Copy each line of the data below with the word "Umar".

--------------------

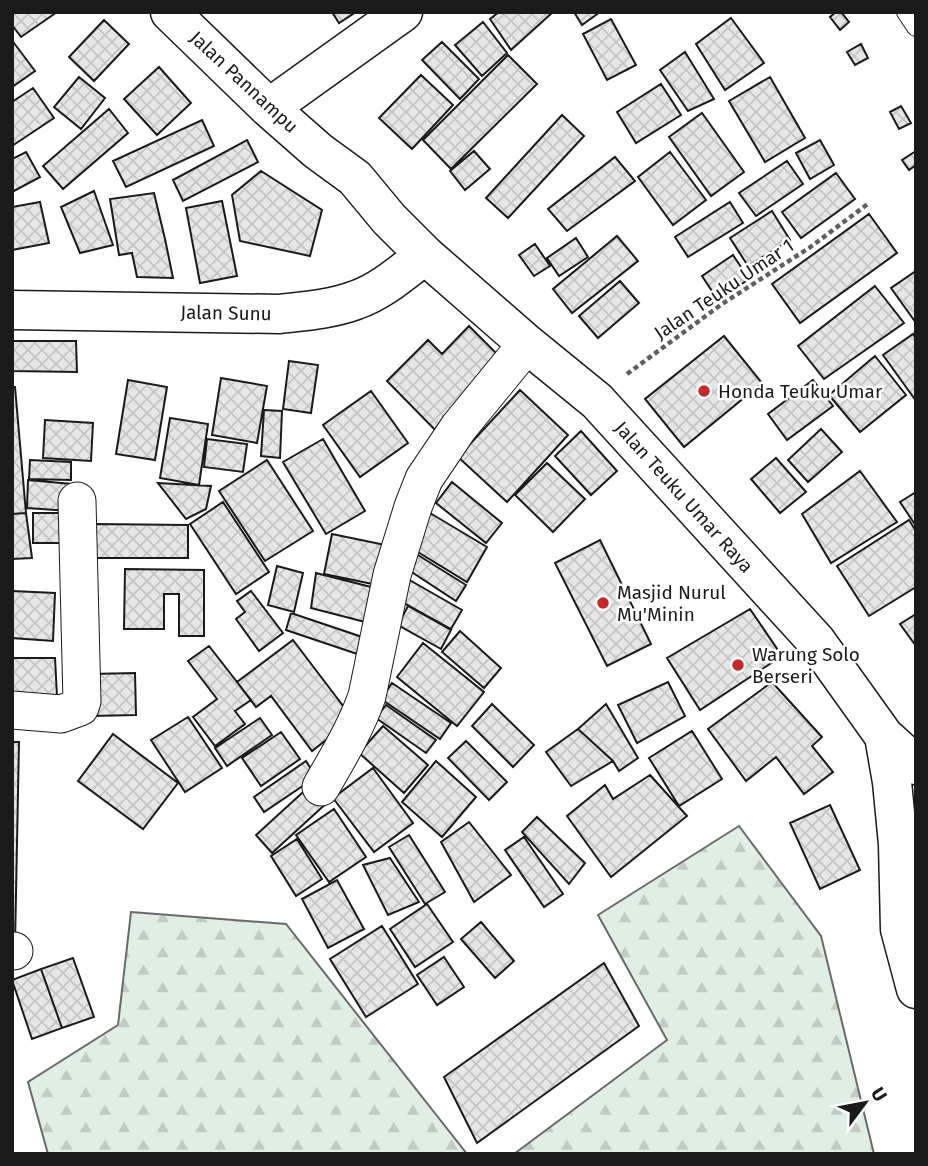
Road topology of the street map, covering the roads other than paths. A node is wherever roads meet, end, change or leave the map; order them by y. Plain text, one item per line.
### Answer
1 (170, 12) edge
2 (403, 12) edge
3 (906, 12) edge
4 (916, 27) edge
5 (269, 107) junction
6 (425, 255) junction
7 (12, 310) edge
8 (527, 344) junction
9 (77, 501) dead end
10 (12, 710) edge
11 (884, 736) junction
12 (916, 765) edge
13 (321, 787) dead end
14 (916, 989) edge

1 - 5 main road, Jalan Pannampu
2 - 5 main road
3 - 4 lane
5 - 6 main road, Jalan Pannampu
6 - 7 main road, Jalan Sunu
6 - 8 main road, Jalan Teuku Umar Raya
8 - 11 main road, Jalan Teuku Umar Raya
8 - 13 street
9 - 10 street
11 - 12 main road, Jalan Teuku Umar Raya
11 - 14 main road

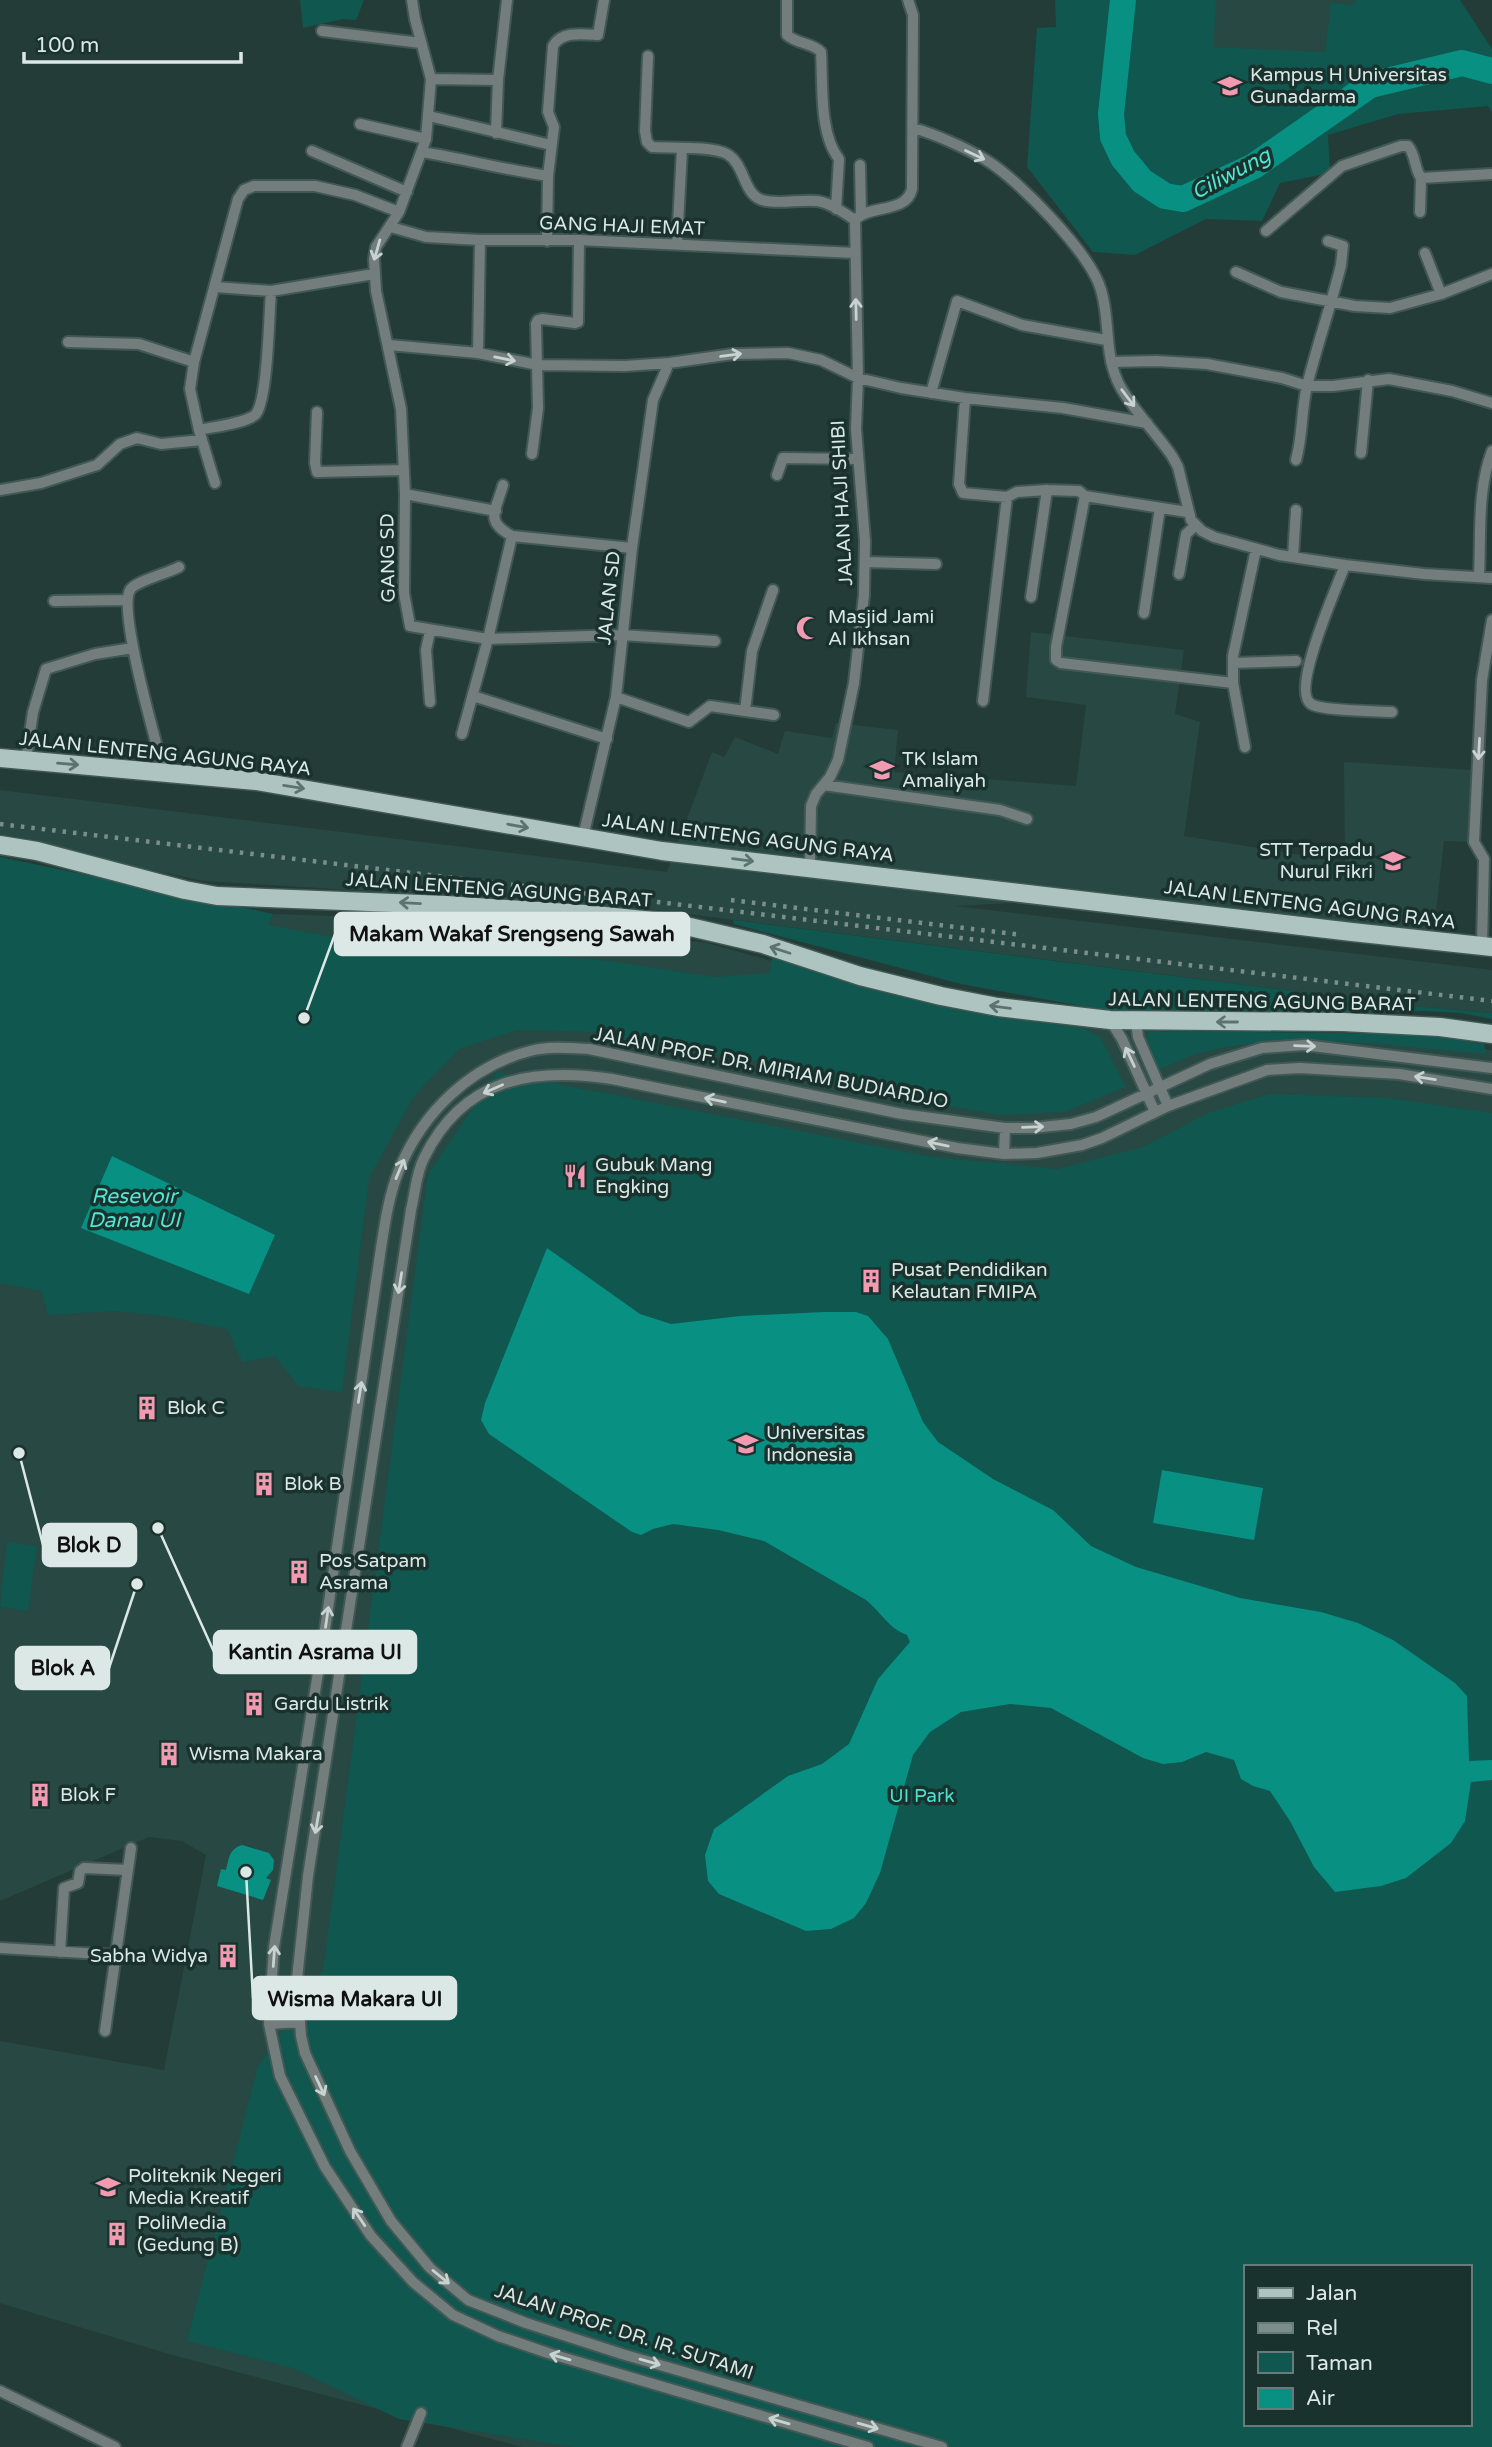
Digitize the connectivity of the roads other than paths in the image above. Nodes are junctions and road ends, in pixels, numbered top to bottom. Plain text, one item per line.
1 (412, 0) edge
2 (506, 0) edge
3 (604, 0) edge
4 (787, 0) edge
5 (908, 0) edge
6 (322, 31) dead end
7 (421, 43) junction
8 (648, 56) dead end
9 (431, 79) junction
10 (498, 80) junction
11 (429, 116) junction
12 (360, 124) dead end
13 (913, 128) junction
14 (496, 132) junction
15 (426, 139) junction
16 (551, 145) junction
17 (682, 149) junction
18 (312, 151) dead end
19 (422, 152) junction
20 (860, 165) dead end
21 (1492, 174) edge
22 (548, 176) junction
23 (1422, 178) junction
24 (407, 191) junction
25 (836, 209) junction
26 (399, 212) junction
27 (1420, 212) dead end
28 (858, 217) junction
29 (391, 227) junction
30 (1266, 231) dead end
31 (480, 240) junction
32 (579, 240) junction
33 (547, 241) junction
34 (1328, 241) dead end
35 (677, 244) junction
36 (855, 253) junction
37 (1425, 253) dead end
38 (1236, 272) dead end
39 (374, 274) junction
40 (1492, 274) edge
41 (215, 287) junction
42 (271, 290) junction
43 (1441, 294) junction
44 (1332, 302) junction
45 (1106, 340) junction
46 (68, 342) dead end
47 (389, 345) junction
48 (478, 353) junction
49 (194, 362) junction
50 (1111, 362) junction
51 (669, 363) junction
52 (538, 365) junction
53 (858, 378) junction
54 (1368, 380) junction
55 (1307, 386) junction
56 (931, 393) junction
57 (965, 398) junction
58 (1492, 403) edge
59 (317, 412) dead end
60 (1147, 423) junction
61 (201, 435) junction
62 (1492, 451) edge
63 (1360, 453) dead end
64 (532, 454) dead end
65 (857, 459) junction
66 (1296, 460) dead end
67 (404, 470) junction
68 (777, 475) dead end
69 (215, 483) dead end
70 (503, 485) dead end
71 (0, 490) edge
72 (1047, 490) junction
73 (405, 494) junction
74 (1085, 496) junction
75 (1007, 497) junction
76 (1160, 508) junction
77 (1296, 510) dead end
78 (496, 512) junction
79 (1188, 512) junction
80 (1195, 526) junction
81 (512, 536) junction
82 (632, 548) junction
83 (1256, 549) junction
84 (1293, 557) junction
85 (865, 562) junction
86 (936, 564) dead end
87 (1345, 565) junction
88 (179, 568) dead end
89 (1179, 574) dead end
90 (1479, 577) junction
91 (1492, 578) edge
92 (773, 590) dead end
93 (1031, 597) dead end
94 (127, 600) junction
95 (54, 601) dead end
96 (1144, 613) dead end
97 (1492, 620) edge
98 (430, 631) junction
99 (622, 635) junction
100 (488, 639) junction
101 (715, 641) dead end
102 (133, 648) junction
103 (1296, 661) dead end
104 (1233, 663) junction
105 (1487, 681) edge
106 (1233, 683) junction
107 (473, 696) junction
108 (616, 697) junction
109 (983, 701) dead end
110 (430, 702) dead end
111 (745, 711) junction
112 (1392, 712) dead end
113 (774, 716) dead end
114 (462, 734) dead end
115 (607, 738) junction
116 (1245, 747) dead end
117 (0, 758) edge
118 (26, 760) junction
119 (164, 772) junction
120 (824, 785) junction
121 (1027, 820) dead end
122 (583, 838) junction
123 (0, 845) edge
124 (810, 869) junction
125 (1487, 946) edge
126 (1110, 1020) junction
127 (1136, 1022) junction
128 (1492, 1034) edge
129 (1492, 1068) edge
130 (1161, 1087) junction
131 (1492, 1089) edge
132 (1148, 1094) junction
133 (1168, 1106) junction
134 (1155, 1112) junction
135 (1004, 1128) junction
136 (1004, 1154) junction
137 (366, 1350) junction
138 (389, 1354) junction
139 (305, 1757) joint
140 (131, 1848) dead end
141 (128, 1870) junction
142 (0, 1948) edge
143 (60, 1952) junction
144 (117, 1955) junction
145 (300, 2022) junction
146 (269, 2024) junction
147 (105, 2031) dead end
148 (0, 2391) edge
149 (421, 2413) dead end
150 (115, 2447) edge
151 (407, 2447) edge
152 (868, 2447) edge
153 (942, 2447) edge

1 - 7 street
2 - 10 street
3 - 16 street
4 - 25 street
5 - 13 street
6 - 7 street
7 - 9 street
8 - 17 street
9 - 10 street
9 - 11 street
10 - 14 street
11 - 14 street
11 - 15 street
12 - 15 street
13 - 28 street
13 -> 45 street
14 - 16 street
15 - 19 street
16 - 22 street
17 - 25 street
17 - 35 street
18 - 24 street
19 - 22 street
19 - 24 street
20 - 28 street, JALAN HAJI SHIBI
21 - 23 street
22 - 33 street
23 - 27 street
23 - 30 street
24 - 26 street
25 - 28 street
26 - 29 street
26 - 41 street
28 - 36 street, JALAN HAJI SHIBI
29 - 31 street, GANG HAJI EMAT
29 -> 39 street
31 - 33 street, GANG HAJI EMAT
31 - 48 street
32 - 33 street, GANG HAJI EMAT
32 - 35 street, GANG HAJI EMAT
32 - 52 street
34 - 44 street
35 - 36 street, GANG HAJI EMAT
53 -> 36 street, JALAN HAJI SHIBI
37 - 43 street
38 - 44 street
39 - 42 street
39 - 47 street
40 - 43 street
41 - 42 street
41 - 49 street
42 - 61 street
43 - 44 street
44 - 55 street
45 - 50 street
45 - 56 street
46 - 49 street
47 - 48 street
47 - 67 street
48 -> 52 street
49 - 61 street
50 - 55 street
50 -> 60 street
51 - 52 street
51 -> 53 street
51 - 82 street, JALAN SD
52 - 64 street
53 - 56 street
53 - 65 street, JALAN HAJI SHIBI
54 - 55 street
54 - 58 street
54 - 63 street
55 - 66 street
56 - 57 street
57 - 60 street
57 - 75 street
59 - 67 street
60 - 79 street
61 - 69 street
61 - 71 street
62 - 90 street
65 - 68 street
65 - 85 street, JALAN HAJI SHIBI
67 - 73 street, GANG SD
70 - 78 street
72 - 74 street
72 - 75 street
72 - 93 street
73 - 78 street, GANG SD
73 - 98 street, GANG SD
74 - 76 street
74 - 106 street
75 - 109 street
76 - 79 street
76 - 96 street
77 - 84 street
78 - 81 street
79 - 80 street
80 - 83 street
80 - 89 street
81 - 82 street
81 - 100 street
82 - 99 street, JALAN SD
83 - 84 street
83 - 104 street
84 - 87 street
85 - 86 street
85 - 120 street, JALAN HAJI SHIBI
87 - 90 street
87 - 112 street
88 - 94 street
90 - 91 street
92 - 111 street
94 - 95 street
94 - 102 street
97 - 105 street
98 - 100 street
98 - 110 street
99 - 100 street
99 - 101 street
99 - 108 street, JALAN SD
100 - 107 street
102 - 118 street
102 - 119 street
103 - 104 street
104 - 106 street
105 -> 125 street
106 - 116 street
107 - 114 street
107 - 115 street
108 - 111 street
108 - 115 street, JALAN SD
111 - 113 street
115 - 122 street, JALAN SD
117 - 118 main road, JALAN LENTENG AGUNG RAYA
118 -> 119 main road, JALAN LENTENG AGUNG RAYA
119 -> 122 main road, JALAN LENTENG AGUNG RAYA
120 - 121 street
120 - 124 street, JALAN HAJI SHIBI
122 -> 124 main road, JALAN LENTENG AGUNG RAYA
126 -> 123 main road, JALAN LENTENG AGUNG BARAT
124 - 125 main road, JALAN LENTENG AGUNG RAYA
126 - 127 main road, JALAN LENTENG AGUNG BARAT
132 -> 126 street
128 -> 127 main road, JALAN LENTENG AGUNG BARAT
127 - 130 street
130 -> 129 street, JALAN PROF. DR. MIRIAM BUDIARDJO
130 - 132 street, JALAN PROF. DR. MIRIAM BUDIARDJO
130 - 133 street
131 -> 133 street
132 - 134 street
135 -> 132 street, JALAN PROF. DR. MIRIAM BUDIARDJO
133 - 134 street
134 - 136 street
135 - 136 street
137 -> 135 street, JALAN PROF. DR. MIRIAM BUDIARDJO
136 -> 138 street
137 - 138 street
139 -> 137 street, JALAN PROF. DR. MIRIAM BUDIARDJO
138 -> 145 street, JALAN PROF. DR. IR. SUTAMI
146 -> 139 street, JALAN PROF. DR. IR. SUTAMI
140 - 141 street
141 - 143 street
141 - 144 street
142 - 143 street
143 - 144 street
144 - 147 street
145 - 146 street
145 -> 153 street, JALAN PROF. DR. IR. SUTAMI
152 -> 146 street, JALAN PROF. DR. IR. SUTAMI
148 - 150 street
149 - 151 street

--------------------

--- Completed task ---
6 - 8 main road, Jalan Teuku Umar Raya
8 - 11 main road, Jalan Teuku Umar Raya
11 - 12 main road, Jalan Teuku Umar Raya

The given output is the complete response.